[Human pose keypoint data]
BEGIN
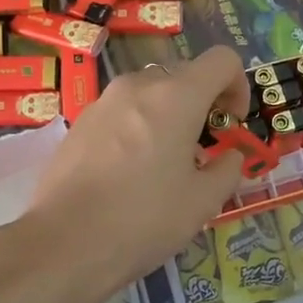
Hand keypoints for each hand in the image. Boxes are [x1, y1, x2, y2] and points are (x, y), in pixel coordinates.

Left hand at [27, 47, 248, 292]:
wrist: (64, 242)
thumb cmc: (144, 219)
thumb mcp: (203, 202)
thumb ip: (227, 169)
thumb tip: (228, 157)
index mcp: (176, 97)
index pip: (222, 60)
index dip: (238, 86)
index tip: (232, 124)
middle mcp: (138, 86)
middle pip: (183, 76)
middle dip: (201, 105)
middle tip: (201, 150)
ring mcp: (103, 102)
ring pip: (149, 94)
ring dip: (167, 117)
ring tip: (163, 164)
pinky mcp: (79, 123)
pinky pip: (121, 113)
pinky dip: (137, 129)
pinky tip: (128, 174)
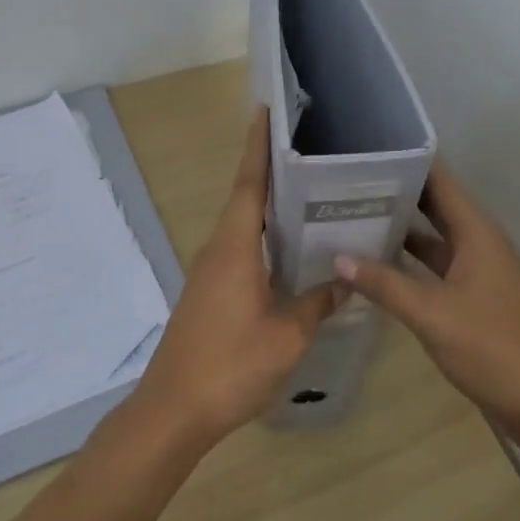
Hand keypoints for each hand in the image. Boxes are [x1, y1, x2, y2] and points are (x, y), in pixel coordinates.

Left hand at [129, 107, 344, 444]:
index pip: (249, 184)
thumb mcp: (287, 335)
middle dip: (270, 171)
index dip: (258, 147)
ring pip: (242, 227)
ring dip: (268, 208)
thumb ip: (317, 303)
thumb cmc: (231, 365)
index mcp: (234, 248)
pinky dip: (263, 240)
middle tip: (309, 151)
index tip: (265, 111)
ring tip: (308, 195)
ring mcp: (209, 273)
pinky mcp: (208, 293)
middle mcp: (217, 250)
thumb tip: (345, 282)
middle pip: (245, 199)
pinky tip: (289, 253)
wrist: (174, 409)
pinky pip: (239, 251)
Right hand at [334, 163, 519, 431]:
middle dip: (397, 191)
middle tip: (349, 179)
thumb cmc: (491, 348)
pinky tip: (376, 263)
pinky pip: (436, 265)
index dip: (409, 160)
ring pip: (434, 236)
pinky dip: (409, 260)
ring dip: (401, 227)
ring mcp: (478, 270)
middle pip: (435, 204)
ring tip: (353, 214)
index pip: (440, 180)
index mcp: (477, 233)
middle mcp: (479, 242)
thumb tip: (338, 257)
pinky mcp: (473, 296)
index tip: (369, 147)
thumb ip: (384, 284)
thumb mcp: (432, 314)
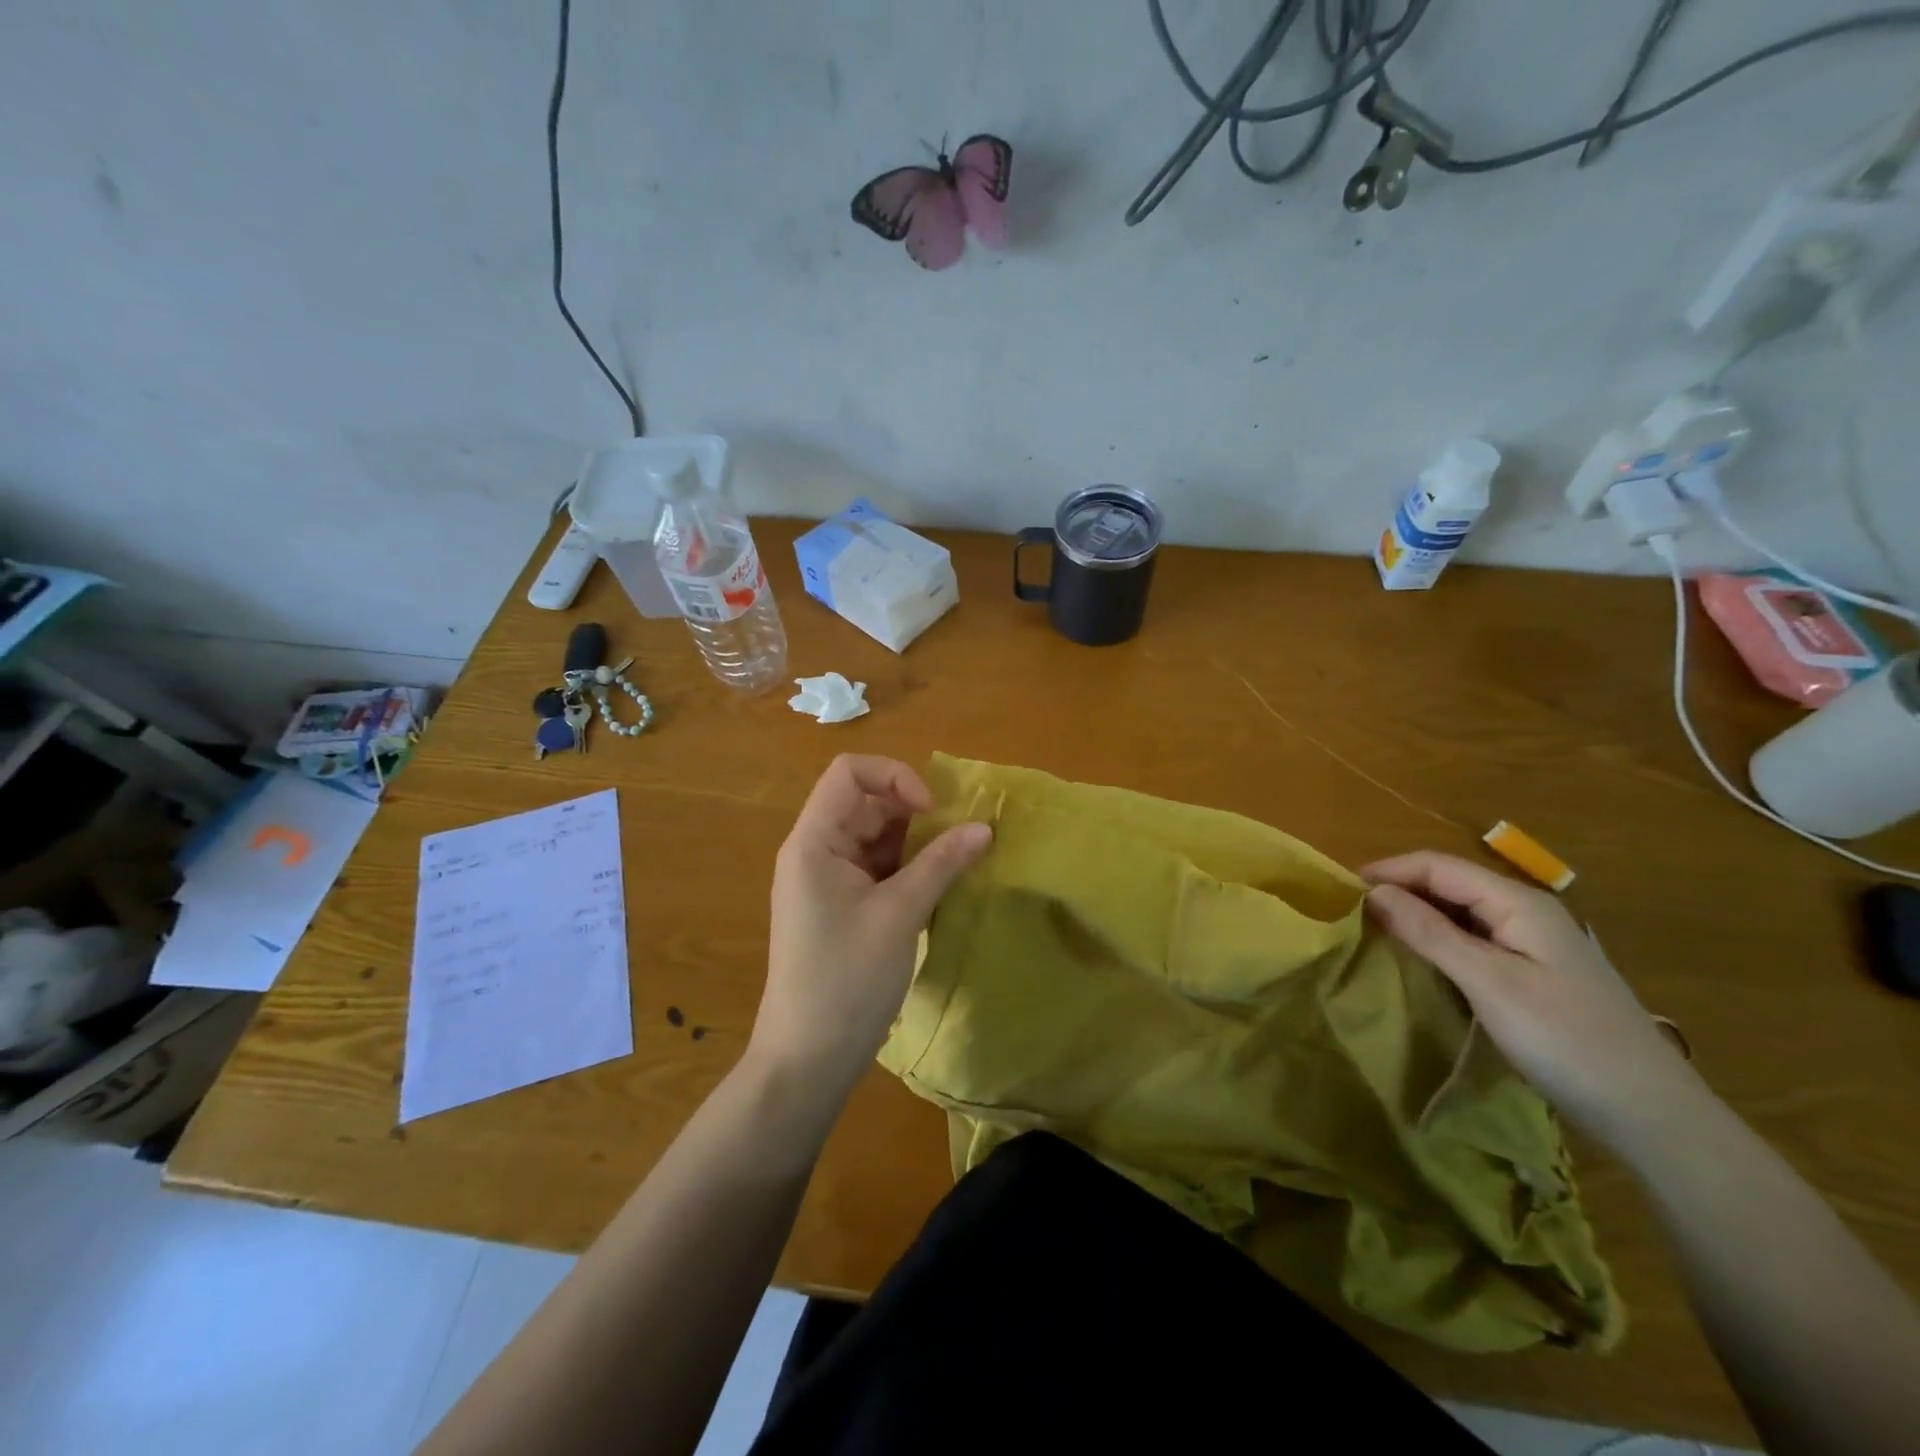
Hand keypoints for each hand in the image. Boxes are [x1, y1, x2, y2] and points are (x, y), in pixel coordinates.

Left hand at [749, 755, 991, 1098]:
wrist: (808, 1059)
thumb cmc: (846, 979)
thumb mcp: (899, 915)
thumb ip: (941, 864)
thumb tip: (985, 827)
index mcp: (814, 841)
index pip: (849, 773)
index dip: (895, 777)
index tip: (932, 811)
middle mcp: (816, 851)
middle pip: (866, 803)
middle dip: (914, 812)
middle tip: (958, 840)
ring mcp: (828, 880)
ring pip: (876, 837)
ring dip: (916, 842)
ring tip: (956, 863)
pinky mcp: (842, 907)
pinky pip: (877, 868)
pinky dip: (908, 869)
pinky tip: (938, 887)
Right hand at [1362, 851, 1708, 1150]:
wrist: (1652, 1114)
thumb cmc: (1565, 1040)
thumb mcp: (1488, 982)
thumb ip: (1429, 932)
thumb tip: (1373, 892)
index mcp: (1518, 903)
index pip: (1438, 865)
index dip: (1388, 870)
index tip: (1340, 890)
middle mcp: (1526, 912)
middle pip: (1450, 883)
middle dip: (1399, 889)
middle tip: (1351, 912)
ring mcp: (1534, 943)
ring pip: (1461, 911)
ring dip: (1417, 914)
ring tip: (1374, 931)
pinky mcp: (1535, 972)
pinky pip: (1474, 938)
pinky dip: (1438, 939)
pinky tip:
END
A word-for-word copy of the lines from the one containing "index mcp: (477, 233)" through the last line of the records is what is wanted, without pictures and without any other line.

index mcp: (477, 233)
middle mcp: (479, 242)
thumb tip: (338, 257)
pinky mcp: (473, 296)
index tip: (369, 147)
thumb ip: (384, 284)
thumb mcp: (432, 314)
Hand keypoints for each hand in the image. Boxes are [x1, y1, x2, y2] and points are (x, y), in pixel coordinates.

Left hand at [749, 755, 991, 1098]:
wrist: (808, 1059)
thumb cmc: (846, 979)
thumb mcp: (899, 915)
thumb ip: (941, 864)
thumb tip: (985, 827)
index mcp: (814, 841)
index pip: (849, 773)
index dip: (895, 777)
index tip: (932, 811)
middle mcp: (816, 851)
middle pip: (866, 803)
middle dip: (914, 812)
middle tip: (958, 840)
ring mcp: (828, 880)
ring pip: (876, 837)
ring dip: (916, 842)
ring tip: (956, 863)
pinky mcp: (842, 907)
pinky pip: (877, 868)
pinky dip: (908, 869)
pinky tip: (938, 887)
Right hand at [1362, 851, 1708, 1150]:
wrist: (1652, 1114)
thumb cmc: (1565, 1040)
thumb mcp: (1488, 982)
thumb ip: (1429, 932)
thumb tip: (1373, 892)
index mcp: (1518, 903)
index pip: (1438, 865)
index dip: (1388, 870)
index tip: (1340, 890)
middle mcp: (1526, 912)
middle pip: (1450, 883)
middle dip: (1399, 889)
middle tip: (1351, 912)
ring mcp: (1534, 943)
ring pip: (1461, 911)
ring dip: (1417, 914)
ring tip: (1374, 931)
pinky mcp: (1535, 972)
pinky pip: (1474, 938)
pinky dip: (1438, 939)
pinky tip:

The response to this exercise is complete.